Notwithstanding the increase in demand for uncooled devices, U.S. industry’s share of these exports has been declining. The report notes that industry participants attribute this decline to less robust export controls imposed on uncooled thermal imaging devices by other countries. The report further noted that 13 of the survey respondents had export licenses denied for imaging equipments and that other respondents indicated that certain contracts were not bid on given the likely denial of an export license.
As a result, the report concludes that U.S. export controls on uncooled thermal imaging devices should be modified. No specific recommendation is made for how they should be modified.
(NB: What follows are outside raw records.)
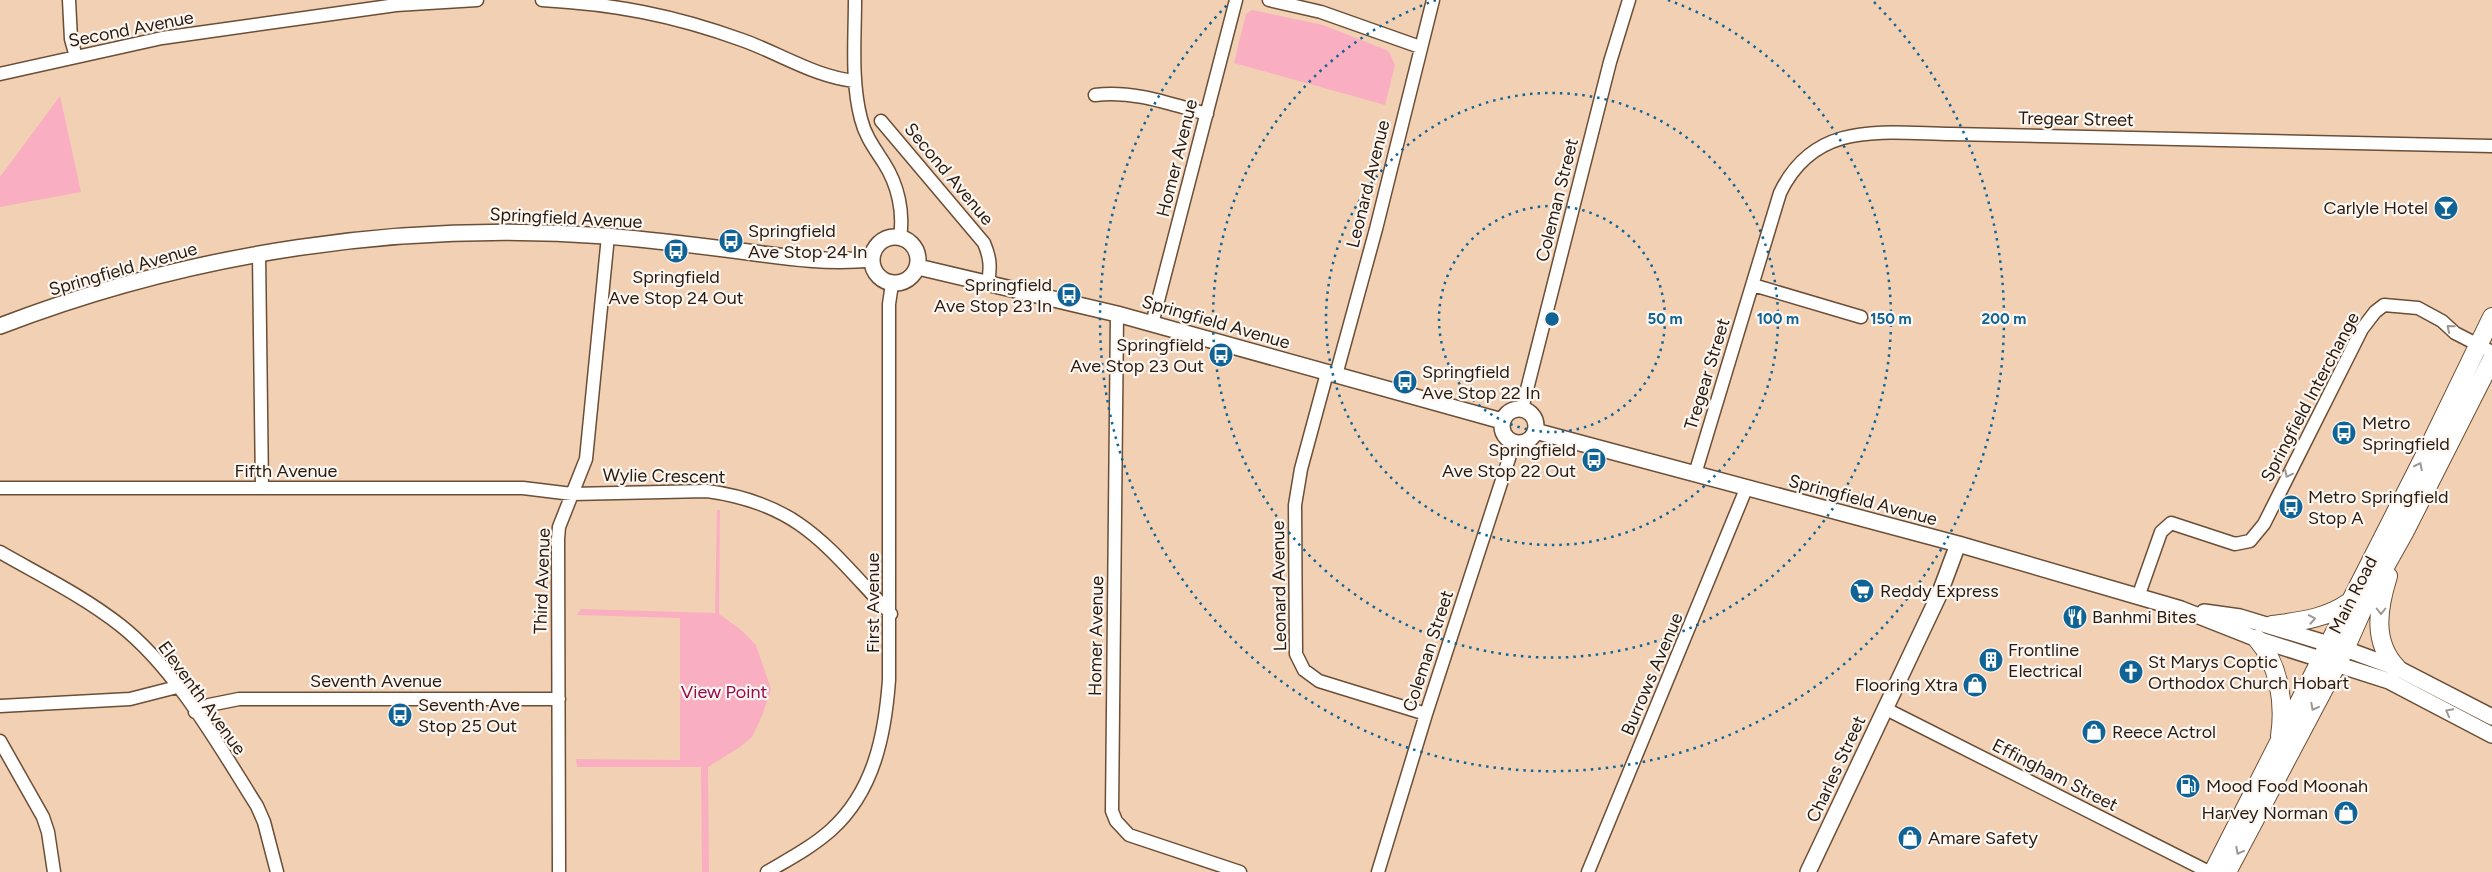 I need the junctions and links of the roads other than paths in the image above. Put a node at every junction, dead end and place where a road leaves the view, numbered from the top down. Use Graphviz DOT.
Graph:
graph roads {
  1 [pos="68,0"];
  2 [pos="477,0"];
  3 [pos="542,0"];
  4 [pos="855,0"];
  5 [pos="1236,0"];
  6 [pos="1269,0"];
  7 [pos="1433,0"];
  8 [pos="1629,0"];
  9 [pos="396,3"];
  10 [pos="647,5"];
  11 [pos="1420,47"];
  12 [pos="76,56"];
  13 [pos="0,74"];
  14 [pos="855,81"];
  15 [pos="1095,94"];
  16 [pos="1207,114"];
  17 [pos="881,121"];
  18 [pos="2492,146"];
  19 [pos="608,236"];
  20 [pos="900,237"];
  21 [pos="259,254"];
  22 [pos="872,259"];
  23 [pos="918,267"];
  24 [pos="988,282"];
  25 [pos="892,284"];
  26 [pos="1753,285"];
  27 [pos="1117,314"];
  28 [pos="1861,317"];
  29 [pos="2492,317"];
  30 [pos="1152,324"];
  31 [pos="0,326"];
  32 [pos="2486,349"];
  33 [pos="2492,358"];
  34 [pos="1331,374"];
  35 [pos="1522,409"];
  36 [pos="1502,421"];
  37 [pos="1535,431"];
  38 [pos="1514,443"];
  39 [pos="1695,474"];
  40 [pos="0,488"];
  41 [pos="262,488"];
  42 [pos="1746,489"];
  43 [pos="572,494"];
  44 [pos="2405,531"];
  45 [pos="1958,544"];
  46 [pos="0,552"];
  47 [pos="2138,597"];
  48 [pos="2348,602"];
  49 [pos="2181,609"];
  50 [pos="890,614"];
  51 [pos="2272,626"];
  52 [pos="2257,639"];
  53 [pos="2333,654"];
  54 [pos="2397,668"];
  55 [pos="176,687"];
  56 [pos="559,699"];
  57 [pos="0,706"];
  58 [pos="1886,709"];
  59 [pos="195,712"];
  60 [pos="1426,714"];
  61 [pos="2492,717"];
  62 [pos="2492,735"];
  63 [pos="0,741"];
  64 [pos="2278,746"];
  65 [pos="54,872"];
  66 [pos="277,872"];
  67 [pos="559,872"];
  68 [pos="767,872"];
  69 [pos="1240,872"];
  70 [pos="1378,872"];
  71 [pos="1588,872"];
  72 [pos="1808,872"];
  73 [pos="2209,872"];
  74 [pos="2213,872"];
  75 [pos="2227,872"];
  1 -- 12 [label="street"];
  2 -- 9 [label="street, Second Avenue"];
  3 -- 10 [label="street"];
  4 -- 14 [label="street"];
  5 -- 16 [label="street, Homer Avenue"];
  6 -- 11 [label="street"];
  7 -- 11 [label="street, Leonard Avenue"];
  8 -- 35 [label="street, Coleman Street"];
  9 -- 12 [label="street, Second Avenue"];
  10 -- 14 [label="street"];
  11 -- 34 [label="street, Leonard Avenue"];
  12 -- 13 [label="street, Second Avenue"];
  14 -- 20 [label="street"];
  15 -- 16 [label="street"];
  16 -- 30 [label="street, Homer Avenue"];
  17 -- 24 [label="street, Second Avenue"];
  18 -- 26 [label="street, Tregear Street"];
  19 -- 21 [label="street, Springfield Avenue"];
  19 -- 22 [label="street, Springfield Avenue"];
  19 -- 43 [label="street, Third Avenue"];
  20 -- 22 [label="street"];
  20 -- 23 [label="street"];
  21 -- 31 [label="street, Springfield Avenue"];
  21 -- 41 [label="street"];
  22 -- 25 [label="street"];
  23 -- 24 [label="street, Springfield Avenue"];
  23 -- 25 [label="street"];
  24 -- 27 [label="street, Springfield Avenue"];
  25 -- 50 [label="street, First Avenue"];
  26 -- 28 [label="street"];
  26 -- 39 [label="street, Tregear Street"];
  27 -- 30 [label="street, Springfield Avenue"];
  27 -- 69 [label="street, Homer Avenue"];
  29 -- 32 [label="main road, Main Road"];
  30 -- 34 [label="street, Springfield Avenue"];
  32 -- 47 [label="street, Springfield Interchange, one-way"];
  48 -- 32 [label="main road, Main Road, one-way"];
  33 -- 44 [label="main road, Main Road"];
  34 -- 36 [label="street, Springfield Avenue"];
  34 -- 60 [label="street, Leonard Avenue"];
  35 -- 36 [label="street"];
  35 -- 37 [label="street"];
  36 -- 38 [label="street"];
  37 -- 38 [label="street"];
  37 -- 39 [label="street, Springfield Avenue"];
  38 -- 60 [label="street, Coleman Street"];
  39 -- 42 [label="street, Springfield Avenue"];
  40 -- 41 [label="street, Fifth Avenue"];
  41 -- 43 [label="street, Fifth Avenue"];
  42 -- 45 [label="street, Springfield Avenue"];
  42 -- 71 [label="street, Burrows Avenue"];
  43 -- 50 [label="street, Wylie Crescent"];
  43 -- 56 [label="street, Third Avenue"];
  44 -- 53 [label="main road, Main Road"];
  44 -- 54 [label="main road, one-way"];
  45 -- 47 [label="street, Springfield Avenue"];
  45 -- 58 [label="street, Charles Street"];
  46 -- 55 [label="street, Eleventh Avenue"];
  47 -- 49 [label="street, Springfield Avenue"];
  51 -- 48 [label="main road, one-way"];
  48 -- 53 [label="main road, Main Road"];
  49 -- 51 [label="street, Springfield Avenue"];
  49 -- 52 [label="street, Springfield Avenue"];
  50 -- 68 [label="street, First Avenue"];
  51 -- 53 [label="street, Springfield Avenue"];
  52 -- 53 [label="street, Springfield Avenue"];
  52 -- 64 [label="main road"];
  53 -- 54 [label="street"];
  62 -- 53 [label="street, one-way"];
  53 -- 64 [label="main road, Main Road"];
  53 -- 75 [label="main road, Main Road, one-way"];
  54 -- 61 [label="street"];
  55 -- 57 [label="street"];
  55 -- 59 [label="street, Eleventh Avenue"];
  56 -- 59 [label="street, Seventh Avenue"];
  56 -- 67 [label="street, Third Avenue"];
  58 -- 72 [label="street, Charles Street"];
  58 -- 73 [label="street, Effingham Street"];
  59 -- 66 [label="street, Eleventh Avenue"];
  60 -- 70 [label="street, Coleman Street"];
  63 -- 65 [label="street"];
  64 -- 74 [label="main road, Main Road"];
}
However, the Report, in describing changes proposed by survey respondents, stated:
A consensus among U.S. companies producing or considering the production of uncooled products offshore is that changing the controls of uncooled cameras from Regional Stability 1 (RS1) to Regional Stability 2 (RS2) would likely result in bringing back current production or foregoing future offshore production plans.
Changing the controls on uncooled thermal imaging devices from RS1 to RS2 would permit unlicensed exports to a number of countries including countries in the European Union, most Eastern European countries, Turkey, Japan, New Zealand and Australia. Even if BIS does loosen controls in such a fashion, second and third generation uncooled thermal imaging devices will still need a DDTC license if they are not part of a commercial system.